Scrittura inclusiva e identità di genere
Più di recente si è aggiunto un terzo elemento, legato alla cosiddetta identità di genere. In italiano, infatti, il genere grammaticale è di tipo binario, cioè maschile o femminile. Esistono, tuttavia, molte persone che non si identificano esclusivamente né nel genere maschile né in quello femminile, o che comprendono entrambi. Come rivolgersi, quindi, a chi si definisce non-binario? Se per alcune persone non-binarie, infatti, il ricorso al maschile o al femminile è indifferente, altre invece sentono l’esigenza di trovare un’espressione più rispettosa della loro identità. In alcune lingue si è già cercato di trovare nuove soluzioni: gli svedesi hanno introdotto nel proprio glossario ufficiale il pronome personale di genere indefinito hen, mentre gli inglesi propendono per estendere l’uso del pronome di terza persona plurale they anche al genere indefinito singolare.
Le proposte per l’italiano: il caso dello Schwa
In italiano il dibattito rispetto a questi argomenti resta aperto. Esistono varie proposte per superare il maschile sovraesteso e il non-binarismo, tra cui appunto l’uso dell’asterisco o della chiocciola che abbiamo già citato. Questi simboli, però, hanno il limite di poter essere applicati solo alla scrittura. Sono nate quindi altre proposte, adatte anche al linguaggio parlato, tra cui l’uso dello Schwa “Ə”, simbolo dell’Alfabeto Fonetico Internazionale che corrisponde a un suono vocalico centrale non presente in italiano standard, ma usato in alcuni dialetti meridionali (/Nàpulə/).
Soluzione o provocazione?
L’idea, suggerita più che altro come provocazione dalla sociolinguista Vera Gheno nel saggio “Femminili singolari”, ha avuto un certo seguito: il comune di Castelfranco Emilia ha adottato lo schwa nella sua comunicazione social e la casa editrice Effequ lo ha introdotto nei suoi saggi (ma non nei libri di narrativa) per evitare il maschile sovraesteso e in riferimento a persone non binarie. Anche la pagina Italiano Inclusivo accoglie lo schwa per esprimere il singolare non connotato nel genere, proponendo per il plurale il simbolo fonetico “Ʒ ”, che indica un’altra vocale centrale leggermente più aperta.

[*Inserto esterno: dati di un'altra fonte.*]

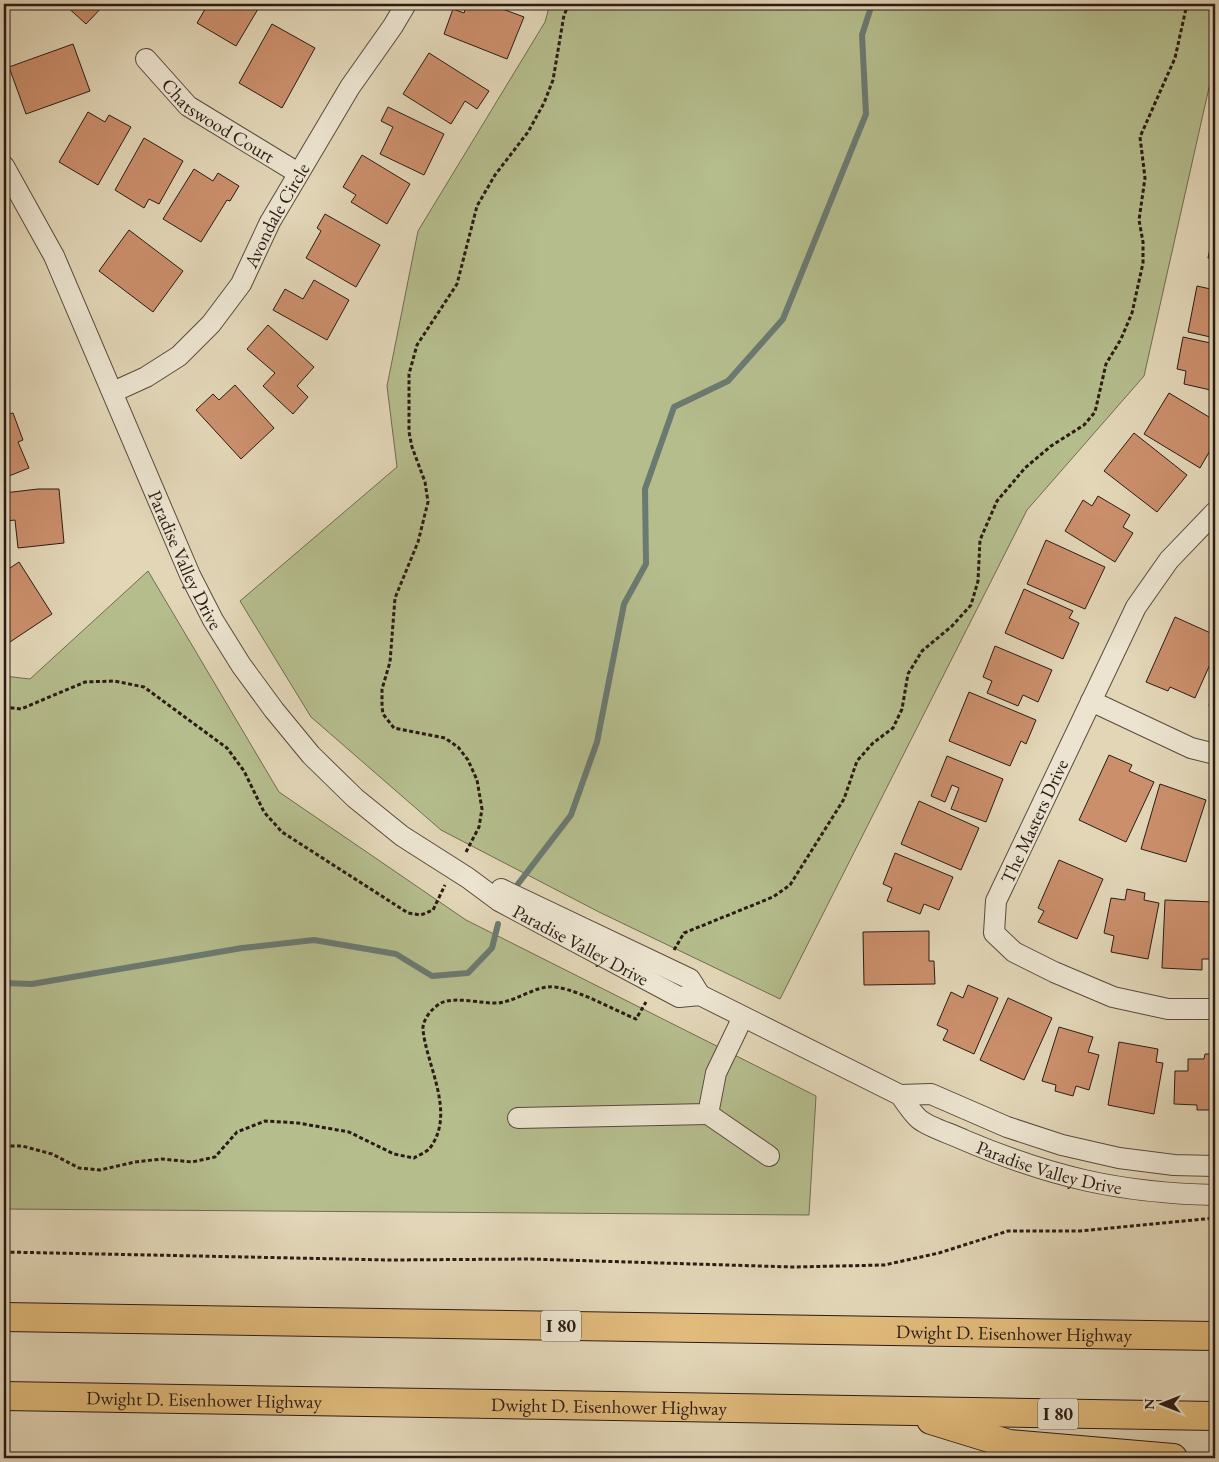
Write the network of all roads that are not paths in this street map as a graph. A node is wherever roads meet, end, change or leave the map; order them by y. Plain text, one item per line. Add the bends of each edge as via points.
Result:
1 (406, 4) edge
2 (146, 59) dead end
3 (4, 166) edge
4 (298, 173) junction
5 (112, 392) junction
6 (1215, 512) edge
7 (1091, 701) junction
8 (1215, 754) edge
9 (1215, 1010) edge
10 (743, 1017) junction
11 (900, 1095) junction
12 (708, 1114) junction
13 (518, 1118) dead end
14 (769, 1156) dead end
15 (1215, 1166) edge
16 (1215, 1195) edge
17 (4, 1317) edge
18 (1215, 1321) edge
19 (1119, 1335) junction
20 (1215, 1336) edge
21 (4, 1396) edge
22 (901, 1411) junction
23 (1215, 1416) edge
24 (1173, 1458) edge

1 - 4 street, Avondale Circle
2 - 4 street, Chatswood Court via 188,106
3 - 5 street, Paradise Valley Drive via 54,256
4 - 5 street, Avondale Circle via 270,222 241,284 211,324 178,356 146,377
5 - 10 street, Paradise Valley Drive via 209,613 241,665 311,755 355,798 402,836 499,901 679,997 700,995
6 - 7 street, The Masters Drive via 1169,560 1136,607
7 - 8 street via 1191,748
7 - 9 street, The Masters Drive via 996,901 994,933 1014,952 1113,996 1168,1009
10 - 11 street, Paradise Valley Drive
10 - 12 street via 716,1073
11 - 15 street, Paradise Valley Drive via 931,1094 1007,1127 1062,1145 1119,1158
11 - 16 street, Paradise Valley Drive via 920,1120 1051,1173 1111,1187
12 - 13 street
12 - 14 street
17 - 19 highway, Dwight D. Eisenhower Highway / I 80
18 - 19 highway
19 - 20 highway, Dwight D. Eisenhower Highway / I 80
21 - 22 highway, Dwight D. Eisenhower Highway / I 80
22 - 23 highway, Dwight D. Eisenhower Highway / I 80
22 - 24 highway via 1009,1444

Forzare una lingua è l’unica strada per l’inclusività?
Nonostante, come spiega la stessa Gheno, si tratti di una soluzione puramente sperimentale, le proteste rispetto all’uso dello schwa sono state accesissime e si sono estese più in generale al tema della scrittura e del linguaggio inclusivo, visti come imposizione ideologica caduta dall’alto per tenere conto delle esigenze di “pochi ma rumorosi esagitati”. Difficile, in effetti, non vedere i limiti e le difficoltà pratiche di una comunicazione che tenga conto di tutte le istanze, di tutte le unicità e che, in nome dell’inclusione, rischia di diventare pedante. Ma se è vero che non si può forzare una lingua in nome di una battaglia ideologica, forse adottare un modo di scrivere e parlare più attento e consapevole, capace di adattarsi al contesto di riferimento, può contribuire a promuovere una cultura più equa, che tiene conto dei cambiamenti della società e della complessità dell’essere umano.